Phillips did not answer whether there are refugees housed in area hotels as they transition from the refugee camp into communities in Wisconsin and across the nation.The Wisconsin Department of Health and Human Services is handles resettlement in the state.
“I’m not authorized to provide the number of Afghans currently at Fort McCoy. We can support 13,000 Afghans,” she said
Earlier this month, military officials reported nearly 9,000 refugees evacuated after President Joe Biden’s disastrous withdrawal from Afghanistan were being housed at the western Wisconsin Army installation. It is one of eight U.S. processing centers of Afghan refugees deemed to have been loyal supporters of the nearly 20-year war in Afghanistan.
As of Sept. 3, about 1,400 soldiers were supporting the refugees, according to media accounts.
The Department of Defense is providing assistance to at least 50,000 Afghans at eight U.S. military installations.
“DoD will provide transportation and temporary housing, care, including meals, medical services, and other daily needs for Afghan personnel at these locations,” the spokeswoman said.

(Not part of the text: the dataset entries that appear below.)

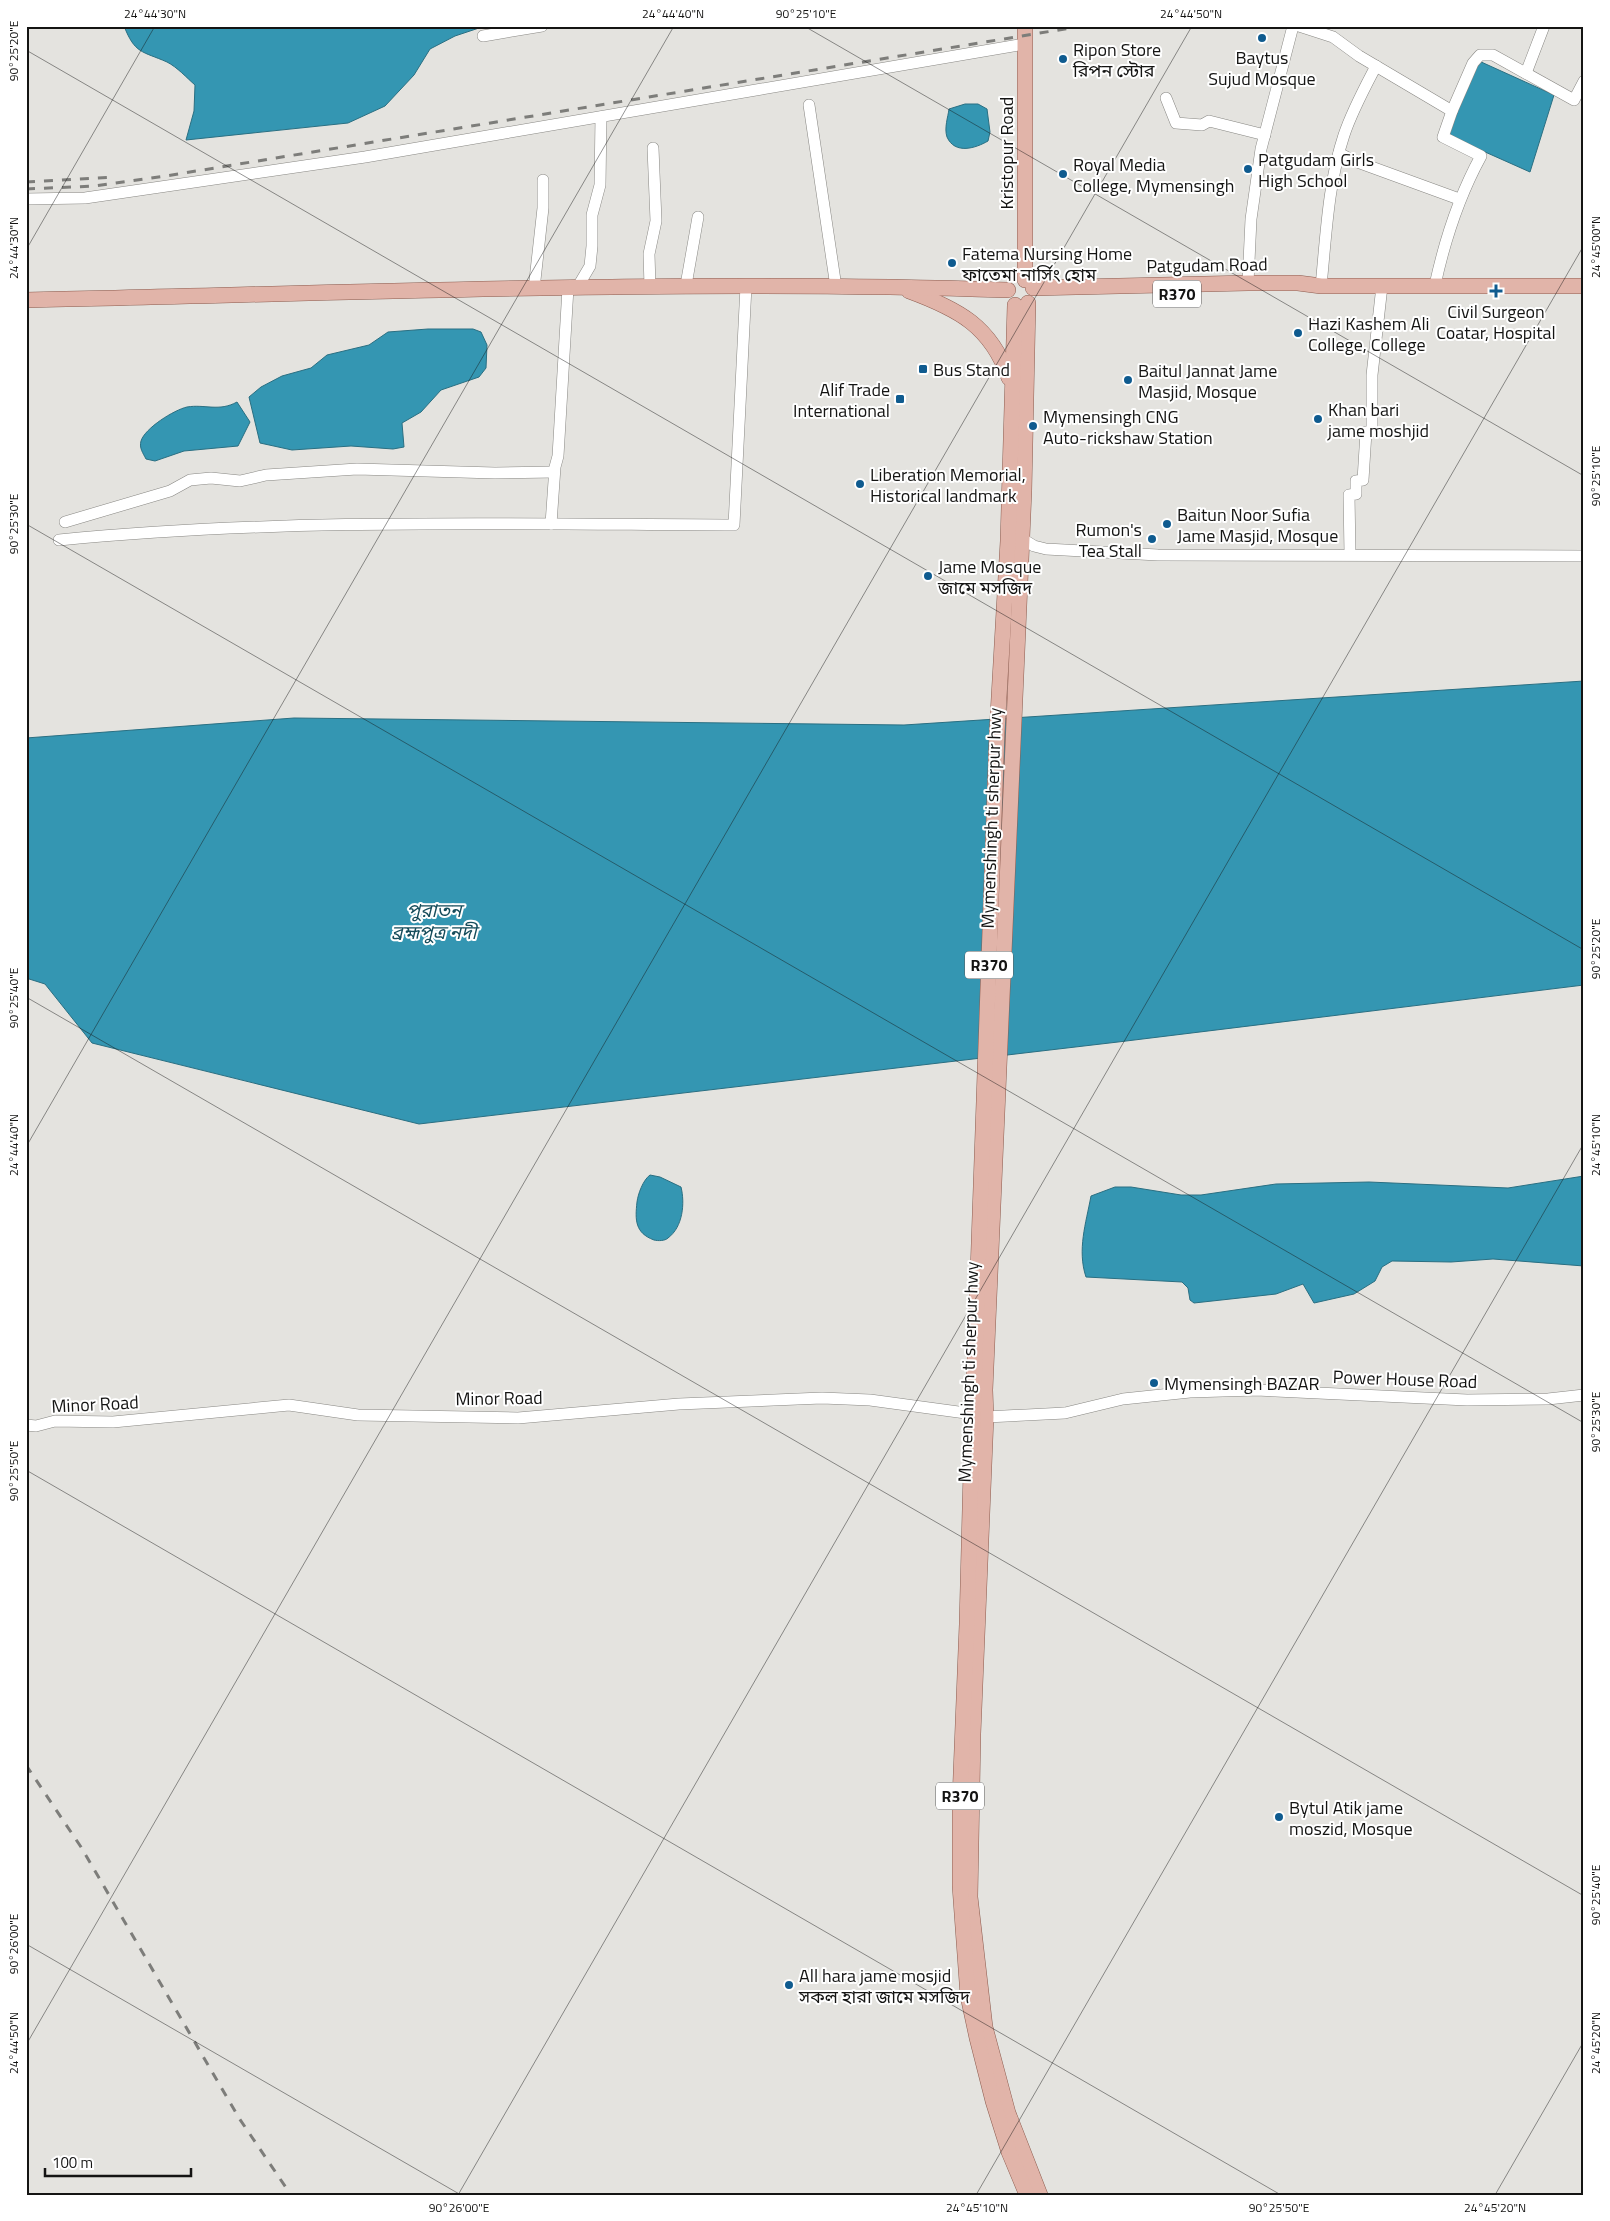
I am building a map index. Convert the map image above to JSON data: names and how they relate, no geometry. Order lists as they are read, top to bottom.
{
  "streets": {
    "main road": [
      "Kristopur Road",
      "Patgudam Road",
      "R370",
      "Mymenshingh ti sherpur hwy"
    ],
    "street": ["Power House Road", "Minor Road"]
  },
  "crossings": [
    ["Kristopur Road", "Patgudam Road"],
    ["Kristopur Road", "Mymenshingh ti sherpur hwy"],
    ["Mymenshingh ti sherpur hwy", "Power House Road"],
    ["Mymenshingh ti sherpur hwy", "Minor Road"],
    ["Power House Road", "Minor Road"]
  ],
  "water": ["পুরাতন ব্রহ্মপুত্র নদী"],
  "places": {
    "other": [
      "Baytus Sujud Mosque",
      "Ripon Store রিপন স্টোর",
      "Patgudam Girls High School",
      "Royal Media College, Mymensingh",
      "Fatema Nursing Home ফাতেমা নার্সিং হোম",
      "Hazi Kashem Ali College, College",
      "Baitul Jannat Jame Masjid, Mosque",
      "Khan bari jame moshjid",
      "Mymensingh CNG Auto-rickshaw Station",
      "Liberation Memorial, Historical landmark",
      "Baitun Noor Sufia Jame Masjid, Mosque",
      "Rumon's Tea Stall",
      "Jame Mosque জামে মসজিদ",
      "Mymensingh BAZAR",
      "Bytul Atik jame moszid, Mosque",
      "All hara jame mosjid সকল হারা জামে মসজিদ"
    ],
    "health": ["Civil Surgeon Coatar, Hospital"],
    "transit": ["Bus Stand", "Alif Trade International"]
  },
  "scale_bar": "100 m",
  "coordinates": [
    "24°44'30\"N",
    "24°44'40\"N",
    "90°25'10\"E",
    "24°44'50\"N",
    "90°25'20\"E",
    "24°45'00\"N",
    "90°25'30\"E",
    "90°25'40\"E",
    "24°45'10\"N",
    "90°25'50\"E",
    "90°26'00\"E",
    "24°45'20\"N"
  ]
}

“The application process is different for each person or family depending on where they are in the process, and that will impact how long they will be housed at the respective supporting installation. Fort McCoy will provide housing and support to these Afghan personnel as long as required,” she added.

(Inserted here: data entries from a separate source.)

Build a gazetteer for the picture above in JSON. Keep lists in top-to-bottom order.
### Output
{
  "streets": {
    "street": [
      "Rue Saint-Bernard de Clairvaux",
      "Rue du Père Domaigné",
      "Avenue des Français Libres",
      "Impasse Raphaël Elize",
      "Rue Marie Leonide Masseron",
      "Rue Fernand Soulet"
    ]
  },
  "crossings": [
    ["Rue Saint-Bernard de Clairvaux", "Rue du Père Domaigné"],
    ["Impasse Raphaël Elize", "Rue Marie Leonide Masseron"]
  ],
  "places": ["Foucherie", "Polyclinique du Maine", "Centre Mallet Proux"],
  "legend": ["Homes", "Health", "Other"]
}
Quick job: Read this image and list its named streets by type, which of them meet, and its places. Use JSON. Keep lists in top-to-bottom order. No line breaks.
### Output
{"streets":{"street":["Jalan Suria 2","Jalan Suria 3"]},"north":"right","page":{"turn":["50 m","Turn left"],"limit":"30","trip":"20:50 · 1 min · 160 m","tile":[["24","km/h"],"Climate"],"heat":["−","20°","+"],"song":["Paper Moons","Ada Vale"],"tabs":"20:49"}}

Empower Wisconsin also sought information on criminal incidents at Fort McCoy and how many refugees have been removed from the site over safety and security concerns.
“In general, Afghan parolees are expected to abide by the laws of the United States, both while in DOD installations and as resettled members of local communities,” Phillips said. “Incidents of criminal behavior on DOD installations are not tolerated and will be referred to law enforcement for appropriate action. Those who violate U.S. law may be put into removal proceedings.”
U.S. Rep. Tom Tiffany (R-Minocqua) on Monday sent a letter to Secretary of State Anthony Blinken and Secretary of Homeland Security Alejandro Mayorkas requesting answers on vetting procedures of Afghan refugees and information obtained during the process.
“The Biden administration has repeatedly assured the American people that refugees are being fully vetted and screened, though troubling reports of child sex trafficking, polygamy and infectious disease outbreaks have come to light,” Tiffany said in a statement. “These reports, coupled with previous reports of Afghan nationals with possible connections to terrorist groups, only serve to fuel growing doubts about these assurances.”